Americans are beginning to unwrap themselves from the flag. Some are beginning to grasp that initially they were led into Afghanistan for revenge for 9/11. From there they were led into Iraq for reasons that turned out to be false. They see more and more US military interventions: Libya, Yemen, Somalia, Pakistan and now calls for invasion of Pakistan and continued saber rattling for attacks on Syria, Lebanon, and Iran. The financial cost of a decade of the “war against terror” is starting to come home. Exploding annual federal budget deficits and national debt threaten Medicare and Social Security. Debt ceiling limits threaten government shut-downs.

War critics are beginning to have an audience. The government cannot begin its silencing of critics by bringing charges against US Representatives Ron Paul and Dennis Kucinich. It begins with antiwar protestors, who are elevated into “antiwar activists,” perhaps a step below “domestic extremists.” Washington begins with citizens who are demonized Muslim clerics radicalized by Washington’s wars on Muslims. In this way, Washington establishes the precedent that war protestors give encouragement and, thus, aid, to terrorists. It establishes the precedent that those Americans deemed a threat are not protected by law. This is the slippery slope on which we now find ourselves.

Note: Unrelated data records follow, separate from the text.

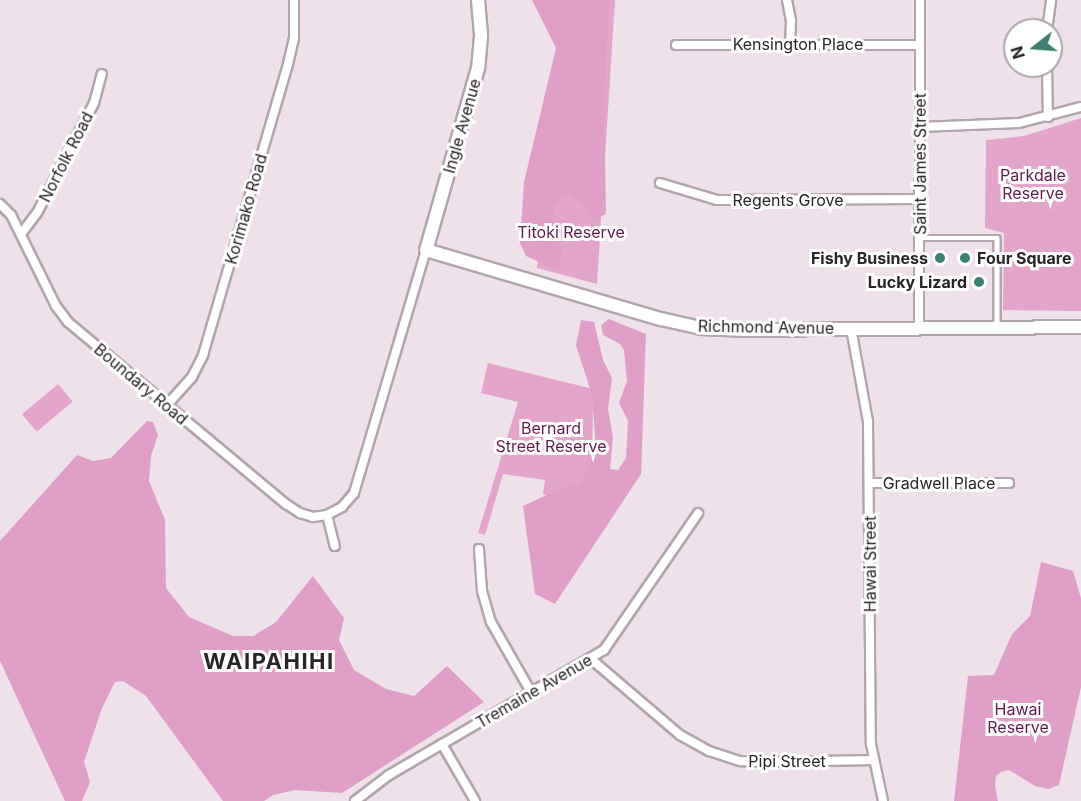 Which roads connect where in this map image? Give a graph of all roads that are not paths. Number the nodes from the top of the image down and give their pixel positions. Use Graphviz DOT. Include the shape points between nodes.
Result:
graph roads {
  1 [pos="294,0"];
  2 [pos="478,0"];
  3 [pos="787,0"];
  4 [pos="920,0"];
  5 [pos="1051,0"];
  6 [pos="1049,18"];
  7 [pos="790,44"];
  8 [pos="676,45"];
  9 [pos="920,45"];
  10 [pos="102,74"];
  11 [pos="1047,78"];
  12 [pos="1081,107"];
  13 [pos="1048,117"];
  14 [pos="920,127"];
  15 [pos="660,183"];
  16 [pos="918,199"];
  17 [pos="0,204"];
  18 [pos="21,234"];
  19 [pos="919,238"];
  20 [pos="426,250"];
  21 [pos="997,327"];
  22 [pos="1081,327"];
  23 [pos="851,328"];
  24 [pos="919,328"];
  25 [pos="166,406"];
  26 [pos="869,483"];
  27 [pos="1009,483"];
  28 [pos="698,513"];
  29 [pos="327,515"];
  30 [pos="335,546"];
  31 [pos="479,549"];
  32 [pos="591,659"];
  33 [pos="532,694"];
  34 [pos="442,744"];
  35 [pos="873,760"];
  36 [pos="355,801"];
  37 [pos="475,801"];
  38 [pos="883,801"];
  1 -- 25 [label="street, Korimako Road" via="294,38 288,64 203,355 192,377"];
  2 -- 20 [label="street, Ingle Avenue" via="481,36 476,78"];
  3 -- 7 [label="street"];
  4 -- 9 [label="street, Saint James Street"];
  5 -- 6 [label="street"];
  7 -- 8 [label="street, Kensington Place"];
  7 -- 9 [label="street, Kensington Place"];
  9 -- 14 [label="street, Saint James Street"];
  10 -- 18 [label="street, Norfolk Road" via="94,104 37,213"];
  11 -- 13 [label="street"];
  12 -- 13 [label="street"];
  13 -- 14 [label="street" via="986,127"];
  14 -- 16 [label="street, Saint James Street"];
  15 -- 16 [label="street, Regents Grove" via="717,200"];
  16 -- 19 [label="street, Saint James Street"];
  17 -- 18 [label="street, Boundary Road"];
  18 -- 25 [label="street, Boundary Road" via="62,316"];
  19 -- 21 [label="lane" via="997,238"];
  19 -- 24 [label="street, Saint James Street"];
  20 -- 23 [label="street, Richmond Avenue" via="701,328"];
  20 -- 29 [label="street" via="354,493 342,507"];
  21 -- 22 [label="street, Richmond Avenue"];
  21 -- 24 [label="street, Richmond Avenue"];
  23 -- 24 [label="street, Richmond Avenue"];
  23 -- 26 [label="street, Hawai Street" via="868,422"];
  25 -- 29 [label="street, Boundary Road" via="286,504 306,515"];
  26 -- 27 [label="street, Gradwell Place"];
  26 -- 35 [label="street, Hawai Street"];
  28 -- 32 [label="street, Tremaine Avenue" via="611,643"];
  29 -- 30 [label="street"];
  31 -- 33 [label="street" via="482,591 491,622"];
  32 -- 33 [label="street, Tremaine Avenue"];
  32 -- 35 [label="street, Pipi Street" via="680,735 709,751 740,761"];
  33 -- 34 [label="street, Tremaine Avenue"];
  34 -- 36 [label="street, Tremaine Avenue" via="389,775"];
  34 -- 37 [label="street"];
  35 -- 38 [label="street, Hawai Street"];
} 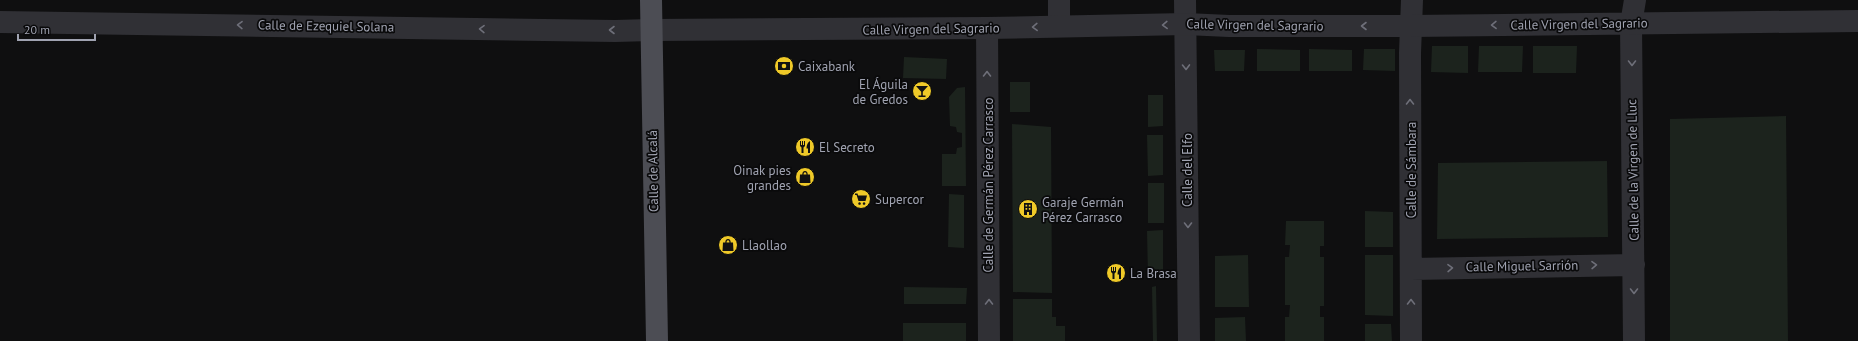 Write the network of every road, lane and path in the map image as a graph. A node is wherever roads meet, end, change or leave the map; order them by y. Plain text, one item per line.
1 (651, 0) edge
2 (1059, 0) edge
3 (1186, 0) edge
4 (1412, 0) edge
5 (1635, 0) edge
6 (1858, 21) edge
7 (0, 22) edge
8 (1186, 24) junction
9 (1631, 24) junction
10 (1059, 26) junction
11 (1410, 26) junction
12 (987, 28) junction
13 (651, 30) junction
14 (1634, 265) junction
15 (1411, 269) junction
16 (657, 341) edge
17 (989, 341) edge
18 (1188, 341) edge
19 (1411, 341) edge
20 (1634, 341) edge

1 - 13 main road, Calle de Alcalá
2 - 10 street
3 - 8 street, Calle del Elfo
4 - 11 street, Calle de Sámbara
5 - 9 street, Calle de la Virgen de Lluc
6 - 9 street, Calle Virgen del Sagrario
13 -> 7 street, Calle de Ezequiel Solana
8 -> 10 street, Calle Virgen del Sagrario
11 -> 8 street, Calle Virgen del Sagrario
8 -> 18 street, Calle del Elfo
9 -> 11 street, Calle Virgen del Sagrario
9 -> 14 street, Calle de la Virgen de Lluc
10 -> 12 street, Calle Virgen del Sagrario
15 -> 11 street, Calle de Sámbara
12 - 13 street, Calle Virgen del Sagrario
17 -> 12 street, Calle de Germán Pérez Carrasco
13 - 16 main road, Calle de Alcalá
15 -> 14 street, Calle Miguel Sarrión
14 -> 20 street, Calle de la Virgen de Lluc
19 -> 15 street, Calle de Sámbara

Last year the Obama Regime tested the prospects of its strategy when Dennis Blair, Director of National Intelligence, announced that the government had a list of American citizens that it was going to assassinate abroad. This announcement, had it been made in earlier times by, for example, Richard Nixon or Ronald Reagan, would have produced a national uproar and calls for impeachment. However, Blair’s announcement caused hardly a ripple. All that remained for the regime to do was to establish the policy by exercising it.

Readers ask me what they can do. Americans not only
feel
powerless, they
are
powerless. They have no systemic levers to do anything. The highly concentrated, corporate-owned, government-subservient print and TV media are useless and no longer capable of performing the historic role of protecting our rights and holding government accountable. Even many antiwar Internet sites shield the government from 9/11 skepticism, and most defend the government’s “righteous intent” in its war on terror. To be acceptable, criticism has to be couched in words such as “it doesn’t serve our interests.” Voting has no effect. President “Change” is worse than Bush/Cheney.

As Jonathan Turley suggests, Obama is “the most disastrous president in our history.” Ron Paul is the only presidential candidate who stands up for the Constitution, but the majority of Americans are too unconcerned with the Constitution to appreciate him.

To expect salvation from an election is delusional. All you can do, if you are young enough, is to leave the country. The only future for Americans is a nightmare.

THE ROADS TO WAR AND ECONOMIC COLLAPSE

November 23, 2011

The day before the Thanksgiving holiday brought three extraordinary news items. One was the report on the Republican presidential campaign debate. One was the Russian President’s statement about his country’s response to Washington’s missile bases surrounding his country. And one was the failure of a German government bond auction.

As the presstitute media will not inform us of what any of this means, let me try.

With the exception of Ron Paul, the only candidate in either party qualified to be the president of the US, the Republican candidates are even worse than Obama, a president who had the country behind him but sold out the American people to the special interests.

No newly elected president in memory, neither John F. Kennedy nor Ronald Reagan, had such an extraordinary response to his election as Barak Obama. A record-breaking number of people braved the cold to witness his swearing in ceremony. The mall was filled with Americans who could not see the ceremony except as televised on giant screens.